### [WHAT YOU NEED TO DO]
Count every line below that holds the word "Plymouth", and give the number with no other words.

### [PROVIDED RECORDS]

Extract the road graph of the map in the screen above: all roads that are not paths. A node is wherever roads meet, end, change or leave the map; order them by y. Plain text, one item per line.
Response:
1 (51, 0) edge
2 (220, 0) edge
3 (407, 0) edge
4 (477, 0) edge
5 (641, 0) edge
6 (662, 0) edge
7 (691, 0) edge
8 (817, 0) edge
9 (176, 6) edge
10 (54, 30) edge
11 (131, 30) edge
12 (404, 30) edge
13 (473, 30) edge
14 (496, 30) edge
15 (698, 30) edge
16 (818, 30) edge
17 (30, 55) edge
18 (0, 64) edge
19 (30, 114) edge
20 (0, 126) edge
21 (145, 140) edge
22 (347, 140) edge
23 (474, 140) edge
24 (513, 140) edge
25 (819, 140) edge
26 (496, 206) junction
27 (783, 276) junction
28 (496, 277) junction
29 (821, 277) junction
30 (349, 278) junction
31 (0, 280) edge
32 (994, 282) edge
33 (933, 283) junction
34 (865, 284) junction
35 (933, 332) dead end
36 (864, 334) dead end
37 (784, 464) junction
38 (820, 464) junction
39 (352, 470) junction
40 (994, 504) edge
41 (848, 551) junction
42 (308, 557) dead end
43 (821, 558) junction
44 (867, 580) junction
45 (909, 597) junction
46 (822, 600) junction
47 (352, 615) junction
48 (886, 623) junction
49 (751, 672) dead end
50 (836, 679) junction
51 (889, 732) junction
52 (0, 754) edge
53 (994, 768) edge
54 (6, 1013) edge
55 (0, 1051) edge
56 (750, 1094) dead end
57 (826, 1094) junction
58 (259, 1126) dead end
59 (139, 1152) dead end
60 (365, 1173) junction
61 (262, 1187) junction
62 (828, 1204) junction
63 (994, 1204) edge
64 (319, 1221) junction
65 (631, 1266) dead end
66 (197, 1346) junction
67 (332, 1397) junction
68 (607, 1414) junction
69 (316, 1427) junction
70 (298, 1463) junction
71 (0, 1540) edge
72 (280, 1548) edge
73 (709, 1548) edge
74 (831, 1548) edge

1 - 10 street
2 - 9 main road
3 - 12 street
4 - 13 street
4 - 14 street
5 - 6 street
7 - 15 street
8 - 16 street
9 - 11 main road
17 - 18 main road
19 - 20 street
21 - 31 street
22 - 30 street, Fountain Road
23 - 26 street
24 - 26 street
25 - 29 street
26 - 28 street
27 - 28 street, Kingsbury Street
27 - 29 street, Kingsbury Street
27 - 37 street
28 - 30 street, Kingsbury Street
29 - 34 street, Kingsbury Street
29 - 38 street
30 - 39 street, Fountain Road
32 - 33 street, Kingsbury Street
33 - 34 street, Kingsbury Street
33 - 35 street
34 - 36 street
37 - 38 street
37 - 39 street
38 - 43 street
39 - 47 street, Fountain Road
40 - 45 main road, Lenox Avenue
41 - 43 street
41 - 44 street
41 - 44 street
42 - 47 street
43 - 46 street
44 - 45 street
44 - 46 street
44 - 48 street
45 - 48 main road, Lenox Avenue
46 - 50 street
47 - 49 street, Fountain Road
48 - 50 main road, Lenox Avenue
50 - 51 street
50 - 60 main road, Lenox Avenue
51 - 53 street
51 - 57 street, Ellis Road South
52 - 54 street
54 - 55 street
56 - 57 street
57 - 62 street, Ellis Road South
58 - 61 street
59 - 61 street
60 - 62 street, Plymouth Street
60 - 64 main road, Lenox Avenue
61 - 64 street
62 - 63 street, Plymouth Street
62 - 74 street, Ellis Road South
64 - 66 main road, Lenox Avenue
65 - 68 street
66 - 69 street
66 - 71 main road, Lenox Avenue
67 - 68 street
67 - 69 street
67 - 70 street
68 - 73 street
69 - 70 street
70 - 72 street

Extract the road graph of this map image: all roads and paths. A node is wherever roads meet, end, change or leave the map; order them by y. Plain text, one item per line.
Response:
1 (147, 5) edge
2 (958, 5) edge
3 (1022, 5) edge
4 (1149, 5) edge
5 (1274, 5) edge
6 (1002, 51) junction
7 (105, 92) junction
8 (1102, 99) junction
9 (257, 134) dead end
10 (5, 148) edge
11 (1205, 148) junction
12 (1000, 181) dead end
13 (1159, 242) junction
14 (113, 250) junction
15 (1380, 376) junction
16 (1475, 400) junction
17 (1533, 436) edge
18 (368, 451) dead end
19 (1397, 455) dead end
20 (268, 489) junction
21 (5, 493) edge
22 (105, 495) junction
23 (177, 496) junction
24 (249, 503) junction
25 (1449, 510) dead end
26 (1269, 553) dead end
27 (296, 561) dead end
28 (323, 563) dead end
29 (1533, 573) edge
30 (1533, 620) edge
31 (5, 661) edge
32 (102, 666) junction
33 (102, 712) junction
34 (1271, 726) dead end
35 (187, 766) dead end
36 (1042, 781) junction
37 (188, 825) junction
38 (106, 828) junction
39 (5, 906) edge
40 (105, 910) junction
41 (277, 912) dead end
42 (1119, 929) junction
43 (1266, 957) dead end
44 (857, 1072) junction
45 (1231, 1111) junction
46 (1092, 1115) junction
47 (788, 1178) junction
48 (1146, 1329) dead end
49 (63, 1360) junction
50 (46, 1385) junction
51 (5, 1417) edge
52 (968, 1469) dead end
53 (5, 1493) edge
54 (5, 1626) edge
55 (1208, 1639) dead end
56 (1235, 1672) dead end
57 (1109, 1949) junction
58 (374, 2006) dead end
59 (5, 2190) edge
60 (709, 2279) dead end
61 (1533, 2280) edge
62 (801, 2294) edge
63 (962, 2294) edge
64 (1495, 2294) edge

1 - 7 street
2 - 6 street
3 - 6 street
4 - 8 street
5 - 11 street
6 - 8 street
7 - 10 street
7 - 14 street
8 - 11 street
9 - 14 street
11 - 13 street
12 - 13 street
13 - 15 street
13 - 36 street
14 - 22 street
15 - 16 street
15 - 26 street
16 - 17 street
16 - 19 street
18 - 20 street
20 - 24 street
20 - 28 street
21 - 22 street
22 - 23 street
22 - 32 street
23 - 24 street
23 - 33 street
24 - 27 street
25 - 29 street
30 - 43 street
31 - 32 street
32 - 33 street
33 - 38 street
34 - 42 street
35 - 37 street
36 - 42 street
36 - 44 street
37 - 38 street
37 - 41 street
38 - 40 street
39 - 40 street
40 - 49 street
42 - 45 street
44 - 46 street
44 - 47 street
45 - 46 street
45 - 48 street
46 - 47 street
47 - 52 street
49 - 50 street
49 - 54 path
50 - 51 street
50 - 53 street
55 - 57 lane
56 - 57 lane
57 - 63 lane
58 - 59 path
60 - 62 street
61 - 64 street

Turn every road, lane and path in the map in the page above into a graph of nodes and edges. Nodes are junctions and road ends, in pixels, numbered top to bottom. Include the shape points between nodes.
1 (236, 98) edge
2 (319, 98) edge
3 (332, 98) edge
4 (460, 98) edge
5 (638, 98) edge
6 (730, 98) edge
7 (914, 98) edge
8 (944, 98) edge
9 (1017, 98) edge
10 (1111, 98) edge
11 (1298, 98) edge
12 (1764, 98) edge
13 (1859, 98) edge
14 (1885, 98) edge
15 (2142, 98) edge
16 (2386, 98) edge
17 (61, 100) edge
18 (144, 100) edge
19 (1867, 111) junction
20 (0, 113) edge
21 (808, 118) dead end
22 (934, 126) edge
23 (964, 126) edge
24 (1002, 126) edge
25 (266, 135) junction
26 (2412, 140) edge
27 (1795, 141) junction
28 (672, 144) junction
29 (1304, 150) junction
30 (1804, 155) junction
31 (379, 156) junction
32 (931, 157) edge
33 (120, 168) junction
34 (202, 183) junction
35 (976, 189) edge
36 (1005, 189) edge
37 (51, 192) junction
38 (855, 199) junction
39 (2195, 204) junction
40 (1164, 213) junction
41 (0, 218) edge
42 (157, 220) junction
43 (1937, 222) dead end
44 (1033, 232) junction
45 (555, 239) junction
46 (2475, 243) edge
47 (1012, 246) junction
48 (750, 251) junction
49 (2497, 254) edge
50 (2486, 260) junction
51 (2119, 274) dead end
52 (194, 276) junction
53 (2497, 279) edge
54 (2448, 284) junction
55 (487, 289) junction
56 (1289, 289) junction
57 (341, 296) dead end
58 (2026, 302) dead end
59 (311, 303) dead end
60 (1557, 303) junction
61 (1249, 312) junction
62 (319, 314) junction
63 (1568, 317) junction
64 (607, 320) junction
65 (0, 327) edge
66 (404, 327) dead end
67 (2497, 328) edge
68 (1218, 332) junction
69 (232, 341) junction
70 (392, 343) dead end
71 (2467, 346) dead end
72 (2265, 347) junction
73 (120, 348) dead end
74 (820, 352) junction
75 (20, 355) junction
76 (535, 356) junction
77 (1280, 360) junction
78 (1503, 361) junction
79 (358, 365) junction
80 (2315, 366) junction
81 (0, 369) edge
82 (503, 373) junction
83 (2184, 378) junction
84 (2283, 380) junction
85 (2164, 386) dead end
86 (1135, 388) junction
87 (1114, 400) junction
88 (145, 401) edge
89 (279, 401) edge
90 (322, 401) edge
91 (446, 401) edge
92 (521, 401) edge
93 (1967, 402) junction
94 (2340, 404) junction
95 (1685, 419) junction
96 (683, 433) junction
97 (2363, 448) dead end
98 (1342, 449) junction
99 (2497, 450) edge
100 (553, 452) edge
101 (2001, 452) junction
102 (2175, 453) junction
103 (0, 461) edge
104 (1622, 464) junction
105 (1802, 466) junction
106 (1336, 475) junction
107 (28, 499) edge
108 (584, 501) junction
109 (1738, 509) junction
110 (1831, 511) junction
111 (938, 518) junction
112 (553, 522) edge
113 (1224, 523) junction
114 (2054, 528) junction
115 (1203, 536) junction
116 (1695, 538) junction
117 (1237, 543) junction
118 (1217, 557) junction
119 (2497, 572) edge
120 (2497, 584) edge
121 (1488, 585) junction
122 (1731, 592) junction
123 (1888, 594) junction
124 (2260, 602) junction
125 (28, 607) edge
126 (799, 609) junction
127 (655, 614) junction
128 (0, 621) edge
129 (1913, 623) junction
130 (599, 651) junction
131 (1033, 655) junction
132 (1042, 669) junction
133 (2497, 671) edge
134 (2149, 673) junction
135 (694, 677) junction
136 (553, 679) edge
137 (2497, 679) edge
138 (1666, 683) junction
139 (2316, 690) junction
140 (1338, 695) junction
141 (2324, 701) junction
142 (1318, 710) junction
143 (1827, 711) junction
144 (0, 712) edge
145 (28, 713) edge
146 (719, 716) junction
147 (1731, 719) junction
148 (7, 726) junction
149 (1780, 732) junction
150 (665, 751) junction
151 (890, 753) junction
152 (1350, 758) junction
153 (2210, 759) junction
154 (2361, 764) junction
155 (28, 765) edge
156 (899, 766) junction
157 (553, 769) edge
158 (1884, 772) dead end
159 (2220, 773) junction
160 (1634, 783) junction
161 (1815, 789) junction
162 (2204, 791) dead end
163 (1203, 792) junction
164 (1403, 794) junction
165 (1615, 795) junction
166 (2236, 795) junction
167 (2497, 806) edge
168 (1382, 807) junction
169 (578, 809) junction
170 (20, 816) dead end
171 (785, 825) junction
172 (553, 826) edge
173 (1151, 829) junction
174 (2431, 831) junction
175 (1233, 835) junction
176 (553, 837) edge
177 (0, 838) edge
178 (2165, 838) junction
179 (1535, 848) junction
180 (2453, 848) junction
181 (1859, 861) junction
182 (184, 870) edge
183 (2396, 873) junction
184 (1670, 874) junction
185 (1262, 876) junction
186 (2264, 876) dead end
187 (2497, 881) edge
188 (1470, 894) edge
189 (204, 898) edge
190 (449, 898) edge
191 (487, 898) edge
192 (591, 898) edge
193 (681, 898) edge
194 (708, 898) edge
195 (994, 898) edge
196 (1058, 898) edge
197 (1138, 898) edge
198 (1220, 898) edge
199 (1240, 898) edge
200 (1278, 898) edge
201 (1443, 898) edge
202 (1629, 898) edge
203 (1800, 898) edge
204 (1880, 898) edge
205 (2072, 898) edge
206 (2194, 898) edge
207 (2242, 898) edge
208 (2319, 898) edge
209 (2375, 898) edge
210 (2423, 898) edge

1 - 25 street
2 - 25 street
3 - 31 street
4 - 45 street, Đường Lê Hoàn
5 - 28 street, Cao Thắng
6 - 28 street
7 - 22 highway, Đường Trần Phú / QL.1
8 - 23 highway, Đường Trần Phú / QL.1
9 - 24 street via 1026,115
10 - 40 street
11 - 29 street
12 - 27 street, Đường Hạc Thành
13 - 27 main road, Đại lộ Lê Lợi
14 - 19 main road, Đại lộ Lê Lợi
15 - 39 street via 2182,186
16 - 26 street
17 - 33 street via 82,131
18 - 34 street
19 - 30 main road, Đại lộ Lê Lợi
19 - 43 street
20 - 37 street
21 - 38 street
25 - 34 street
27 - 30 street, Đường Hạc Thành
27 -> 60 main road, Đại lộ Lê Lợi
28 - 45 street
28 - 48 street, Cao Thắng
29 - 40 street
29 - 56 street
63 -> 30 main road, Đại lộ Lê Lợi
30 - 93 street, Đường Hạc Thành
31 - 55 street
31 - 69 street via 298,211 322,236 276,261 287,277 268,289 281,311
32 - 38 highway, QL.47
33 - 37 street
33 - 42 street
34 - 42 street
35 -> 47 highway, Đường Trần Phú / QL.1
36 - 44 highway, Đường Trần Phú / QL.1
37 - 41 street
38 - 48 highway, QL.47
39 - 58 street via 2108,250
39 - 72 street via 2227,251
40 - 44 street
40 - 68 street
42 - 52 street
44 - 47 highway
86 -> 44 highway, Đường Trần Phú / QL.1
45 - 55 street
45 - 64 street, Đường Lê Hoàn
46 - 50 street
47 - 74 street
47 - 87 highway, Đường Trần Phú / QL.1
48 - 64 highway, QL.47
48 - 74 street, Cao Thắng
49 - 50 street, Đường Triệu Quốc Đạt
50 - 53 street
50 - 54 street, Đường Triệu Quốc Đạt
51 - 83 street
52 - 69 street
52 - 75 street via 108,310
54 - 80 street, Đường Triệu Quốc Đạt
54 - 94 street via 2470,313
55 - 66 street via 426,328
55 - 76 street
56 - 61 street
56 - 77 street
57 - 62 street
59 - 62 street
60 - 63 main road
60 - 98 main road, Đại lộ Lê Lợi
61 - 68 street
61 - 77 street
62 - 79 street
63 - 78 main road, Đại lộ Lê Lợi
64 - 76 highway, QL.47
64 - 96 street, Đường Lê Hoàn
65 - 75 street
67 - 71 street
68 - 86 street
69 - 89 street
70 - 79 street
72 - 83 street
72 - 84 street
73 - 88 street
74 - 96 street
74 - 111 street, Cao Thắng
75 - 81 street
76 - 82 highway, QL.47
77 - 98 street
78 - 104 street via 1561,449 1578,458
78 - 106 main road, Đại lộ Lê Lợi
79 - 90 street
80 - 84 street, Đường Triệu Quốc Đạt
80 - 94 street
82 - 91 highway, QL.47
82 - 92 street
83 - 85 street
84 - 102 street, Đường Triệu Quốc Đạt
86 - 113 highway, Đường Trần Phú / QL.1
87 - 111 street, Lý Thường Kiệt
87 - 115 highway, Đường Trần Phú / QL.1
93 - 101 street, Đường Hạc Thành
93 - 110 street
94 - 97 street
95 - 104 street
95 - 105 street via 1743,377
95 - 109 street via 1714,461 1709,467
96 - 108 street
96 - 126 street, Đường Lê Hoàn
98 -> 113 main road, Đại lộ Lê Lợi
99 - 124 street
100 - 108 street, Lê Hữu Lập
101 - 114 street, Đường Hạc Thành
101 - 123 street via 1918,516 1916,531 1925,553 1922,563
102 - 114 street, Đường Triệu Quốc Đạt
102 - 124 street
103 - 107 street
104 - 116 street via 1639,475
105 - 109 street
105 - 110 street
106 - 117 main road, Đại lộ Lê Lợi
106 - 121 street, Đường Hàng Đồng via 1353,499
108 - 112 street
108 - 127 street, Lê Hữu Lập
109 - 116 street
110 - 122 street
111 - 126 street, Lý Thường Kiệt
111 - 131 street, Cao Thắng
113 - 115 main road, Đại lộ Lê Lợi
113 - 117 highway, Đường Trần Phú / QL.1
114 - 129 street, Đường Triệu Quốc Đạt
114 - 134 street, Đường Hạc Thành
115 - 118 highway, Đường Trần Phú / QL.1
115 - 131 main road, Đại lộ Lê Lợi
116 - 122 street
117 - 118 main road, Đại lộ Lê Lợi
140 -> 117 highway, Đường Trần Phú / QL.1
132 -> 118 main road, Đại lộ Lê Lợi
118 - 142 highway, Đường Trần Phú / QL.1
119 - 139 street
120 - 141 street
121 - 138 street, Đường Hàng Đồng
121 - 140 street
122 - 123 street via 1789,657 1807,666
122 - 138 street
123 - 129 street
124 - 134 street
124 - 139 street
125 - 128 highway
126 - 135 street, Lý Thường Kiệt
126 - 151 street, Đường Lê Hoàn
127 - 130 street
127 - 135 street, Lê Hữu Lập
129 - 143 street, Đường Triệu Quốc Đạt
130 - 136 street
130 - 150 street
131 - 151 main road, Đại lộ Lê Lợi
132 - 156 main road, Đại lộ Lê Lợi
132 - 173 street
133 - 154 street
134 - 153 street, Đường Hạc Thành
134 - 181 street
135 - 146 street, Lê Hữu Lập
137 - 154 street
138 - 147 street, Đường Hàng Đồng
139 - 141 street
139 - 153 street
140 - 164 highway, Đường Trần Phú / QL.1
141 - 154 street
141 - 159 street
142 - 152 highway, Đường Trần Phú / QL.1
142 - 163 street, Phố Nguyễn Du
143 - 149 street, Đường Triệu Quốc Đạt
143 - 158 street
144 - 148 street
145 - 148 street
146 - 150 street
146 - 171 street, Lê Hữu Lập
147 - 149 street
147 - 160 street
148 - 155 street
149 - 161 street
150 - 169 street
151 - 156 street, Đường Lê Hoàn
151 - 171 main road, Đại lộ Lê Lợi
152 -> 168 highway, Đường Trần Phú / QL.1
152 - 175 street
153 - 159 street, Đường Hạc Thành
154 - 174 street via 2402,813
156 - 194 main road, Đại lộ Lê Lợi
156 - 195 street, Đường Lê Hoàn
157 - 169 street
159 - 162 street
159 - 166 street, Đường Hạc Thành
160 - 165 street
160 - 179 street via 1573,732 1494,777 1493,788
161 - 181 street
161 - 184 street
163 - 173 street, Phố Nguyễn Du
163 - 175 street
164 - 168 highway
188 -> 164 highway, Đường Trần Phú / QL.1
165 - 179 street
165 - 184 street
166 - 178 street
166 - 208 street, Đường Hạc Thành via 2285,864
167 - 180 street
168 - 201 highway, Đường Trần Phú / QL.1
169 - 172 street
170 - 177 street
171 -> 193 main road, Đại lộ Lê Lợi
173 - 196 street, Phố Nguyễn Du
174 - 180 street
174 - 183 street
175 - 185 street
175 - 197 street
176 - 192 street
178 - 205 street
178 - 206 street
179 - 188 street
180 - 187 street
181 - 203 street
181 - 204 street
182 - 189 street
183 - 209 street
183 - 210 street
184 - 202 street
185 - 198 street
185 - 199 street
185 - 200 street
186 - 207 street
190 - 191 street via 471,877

### [TASK RESULT]
2